Ascending clean energy technologies and aggressive California policy are changing the power system from one where we focused on ensuring adequate supply to meet anticipated demand, to one where active supply and active demand are optimized to ensure balance. Smart grid innovations allow utilities and customers to make more granular decisions about their energy use, while new storage technologies (including thermal storage) offer unprecedented opportunities to absorb variable energy production and shift usage. Wholesale markets are increasingly open to DER aggregators, introducing new value streams to customers who invest in DERs. Load control technologies and new end uses for electricity, especially, add new opportunities for system flexibility. For the past 125 years, the electricity industry has focused on controlling resources to match varying loads. In this new landscape, the challenge is increasingly to ensure that the power system is able to use demand and supply resources together to ensure reliability at least cost.

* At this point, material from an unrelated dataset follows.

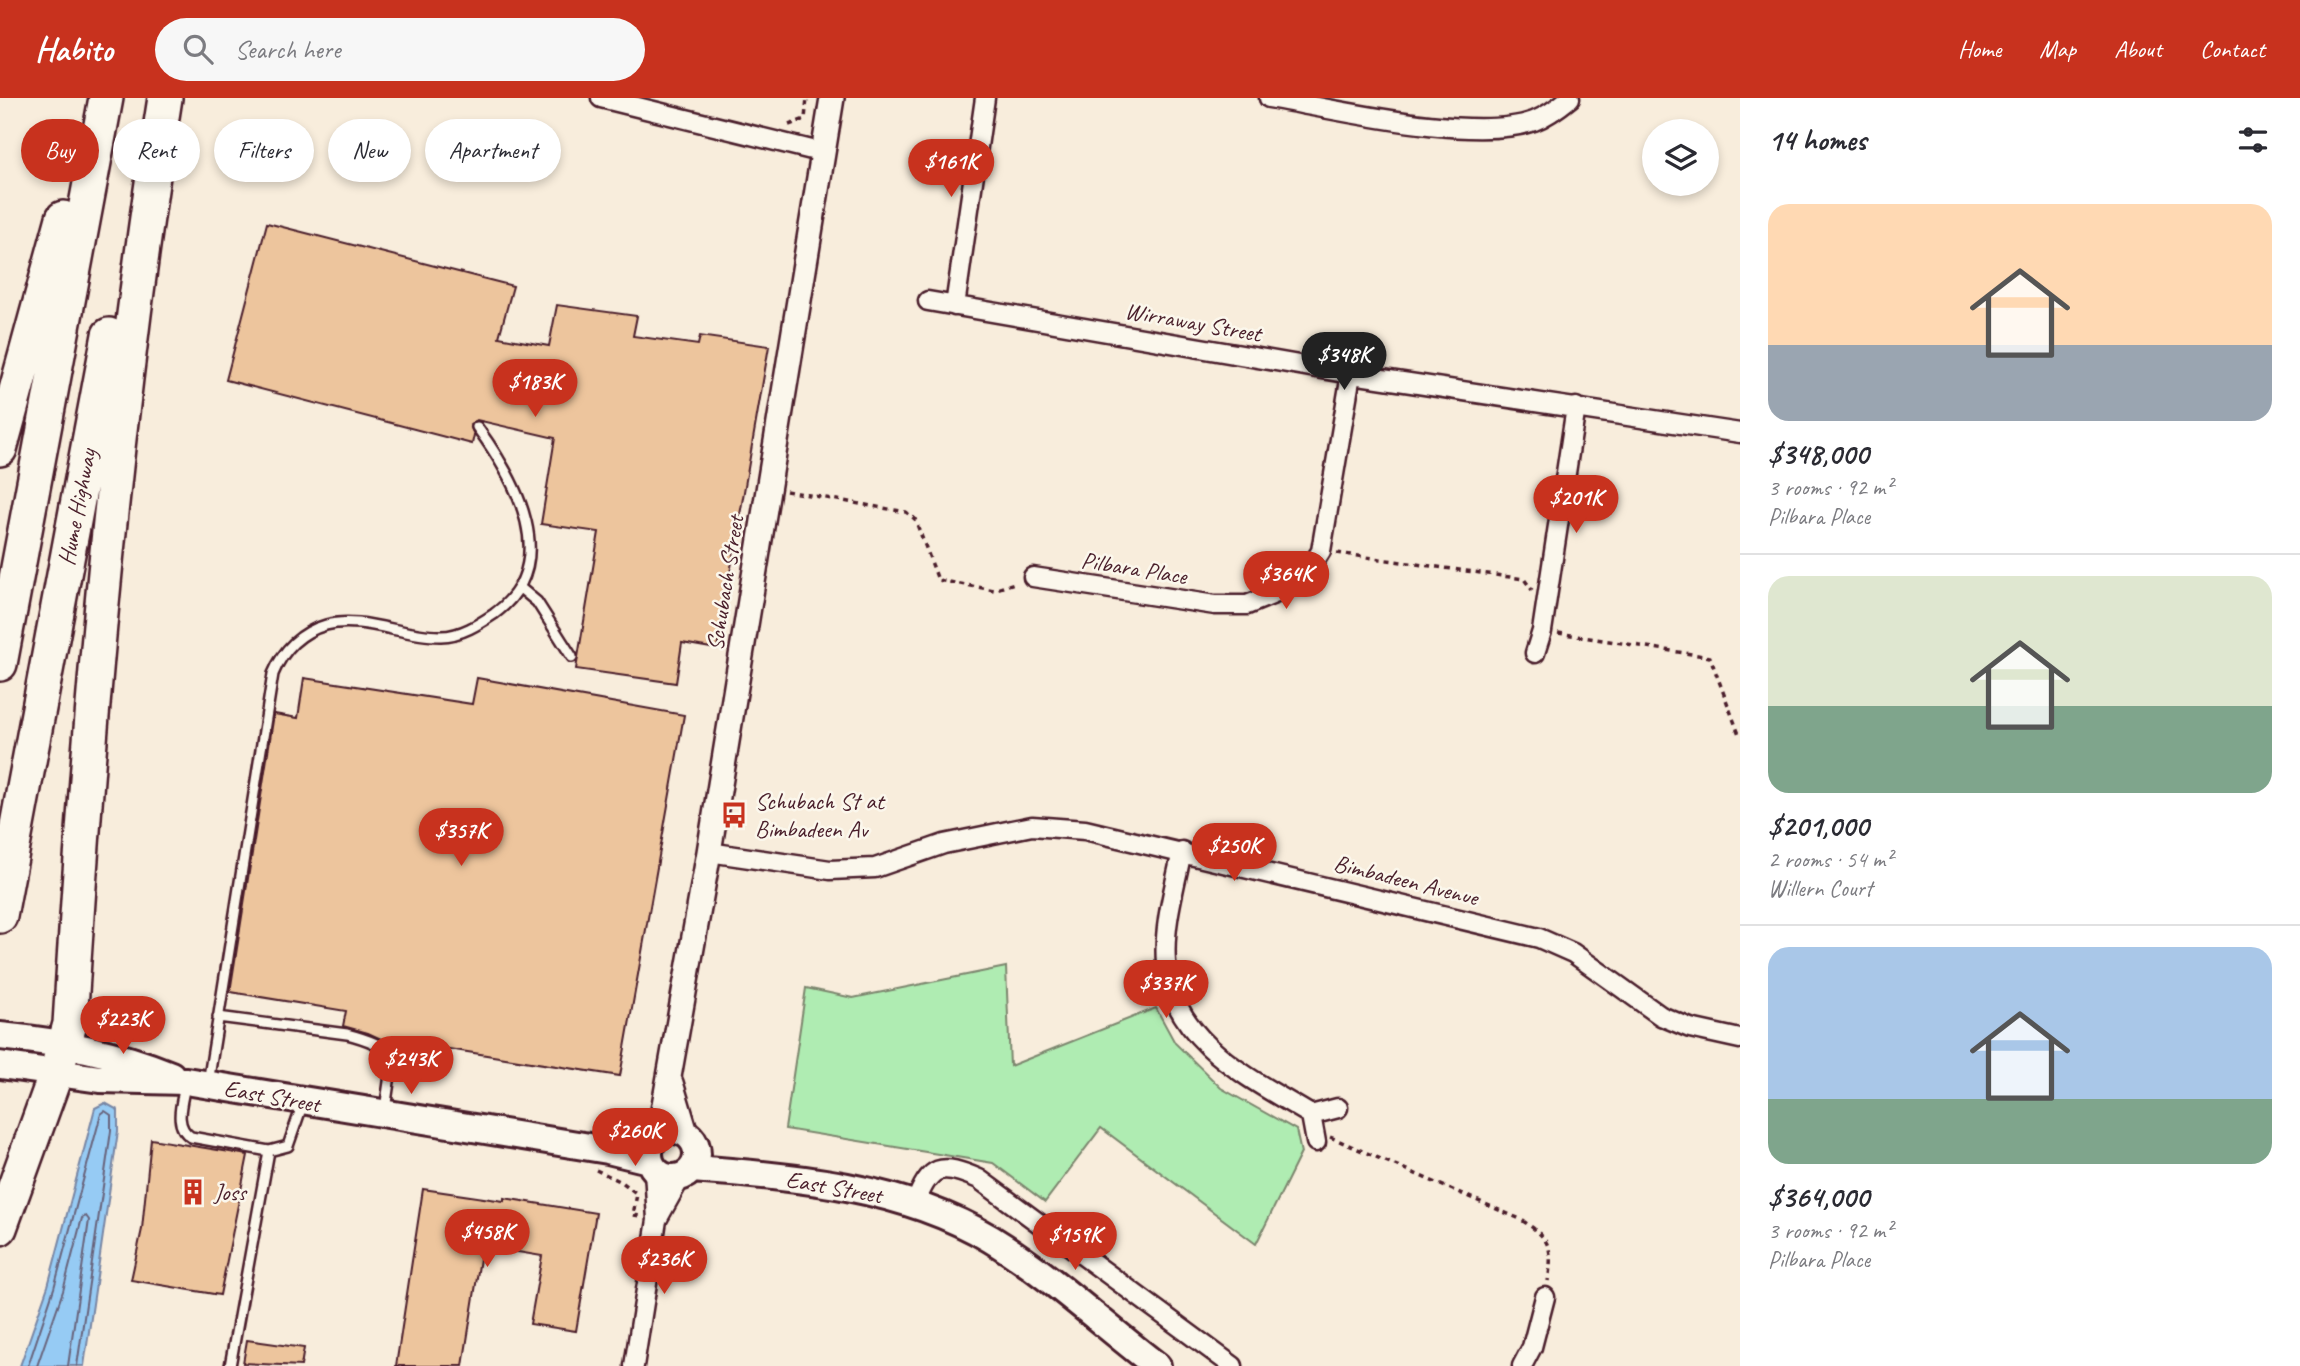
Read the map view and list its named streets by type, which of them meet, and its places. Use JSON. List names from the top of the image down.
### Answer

Rate design needs to embrace these changes—ensuring that customers have incentives to shift or control load and DER production when it benefits the system. Time-varying pricing (TVP) rate designs are necessary to better align private choice with the public interest.1 Dynamic pricing options such as critical peak pricing (CPP) further refine price signals and are easy for customers to understand. More complicated dynamic rates like real-time pricing (RTP) can further refine price signals but require more sophisticated energy management, so are likely to be of interest to those organizations that have or hire sophisticated energy managers.
California’s existing rate design evolved over decades, and transmission and distribution rates in particular have not been generally been updated to reflect the profound changes in customer loads, metering technology, and DER technologies. California is making changes like adapting the timeof-use (TOU) peak periods to match solar impacts, establishing default TOU rates, and encouraging movement toward coincident demand rates from non-coincident demand rates. Despite these interesting steps forward, California non-residential rate design has room for further improvement.
RAP’s Smart Rate Design for a Smart Future2 undertook an extensive discussion of residential and small commercial rate design, and identified three principles that should, in our opinion, apply to all customer classes:
• Principle 1: A customer should be able to connect to the grid for no more than the cost of connecting to the grid.
• Principle 2: Customers should pay for grid services and power supply in proportion to how much they use and when they use it.
• Principle 3: Customers who provide services to the grid should be fairly compensated for the value of what they supply.
In this paper, we propose smart non-residential rate principles that build off of these three. We propose:
• Non-Residential (NR) Principle 1: The service drop, metering, and billing costs should be recovered in a customer fixed charge, but the cost of the proximate transformer most directly affected by the non-coincident usage of the customer, along with any dedicated facilities installed specifically to accommodate the customer, should be recovered in a NCP demand charge.
• NR Principle 2.1: De-emphasize NCP demand charges except as noted in NR Principle 1. All shared generation and transmission capacity costs should be reflected in system-wide timevarying rates so that diversity benefits are equitably rewarded.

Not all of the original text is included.